-- Data provided follows --

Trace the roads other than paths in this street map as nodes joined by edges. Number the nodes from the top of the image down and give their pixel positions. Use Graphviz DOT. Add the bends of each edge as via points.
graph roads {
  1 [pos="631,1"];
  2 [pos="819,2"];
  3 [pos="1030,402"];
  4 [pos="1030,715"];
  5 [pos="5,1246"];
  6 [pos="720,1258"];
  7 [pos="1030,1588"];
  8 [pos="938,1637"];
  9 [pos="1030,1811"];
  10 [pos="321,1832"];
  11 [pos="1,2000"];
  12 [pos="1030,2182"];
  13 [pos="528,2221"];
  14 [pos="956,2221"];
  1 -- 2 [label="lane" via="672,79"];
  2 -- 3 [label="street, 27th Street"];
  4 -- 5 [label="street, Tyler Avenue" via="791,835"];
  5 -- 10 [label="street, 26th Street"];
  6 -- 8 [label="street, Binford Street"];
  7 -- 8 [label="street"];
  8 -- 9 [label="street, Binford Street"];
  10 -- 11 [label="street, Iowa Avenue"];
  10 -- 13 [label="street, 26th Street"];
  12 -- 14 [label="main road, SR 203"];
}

-- Data provided concluded --

Transcribe the records in full, word for word.

Trace the roads other than paths in this street map as nodes joined by edges. Number the nodes from the top of the image down and give their pixel positions. Use Graphviz DOT. Add the bends of each edge as via points.
graph roads {
  1 [pos="631,1"];
  2 [pos="819,2"];
  3 [pos="1030,402"];
  4 [pos="1030,715"];
  5 [pos="5,1246"];
  6 [pos="720,1258"];
  7 [pos="1030,1588"];
  8 [pos="938,1637"];
  9 [pos="1030,1811"];
  10 [pos="321,1832"];
  11 [pos="1,2000"];
  12 [pos="1030,2182"];
  13 [pos="528,2221"];
  14 [pos="956,2221"];
  1 -- 2 [label="lane" via="672,79"];
  2 -- 3 [label="street, 27th Street"];
  4 -- 5 [label="street, Tyler Avenue" via="791,835"];
  5 -- 10 [label="street, 26th Street"];
  6 -- 8 [label="street, Binford Street"];
  7 -- 8 [label="street"];
  8 -- 9 [label="street, Binford Street"];
  10 -- 11 [label="street, Iowa Avenue"];
  10 -- 13 [label="street, 26th Street"];
  12 -- 14 [label="main road, SR 203"];
}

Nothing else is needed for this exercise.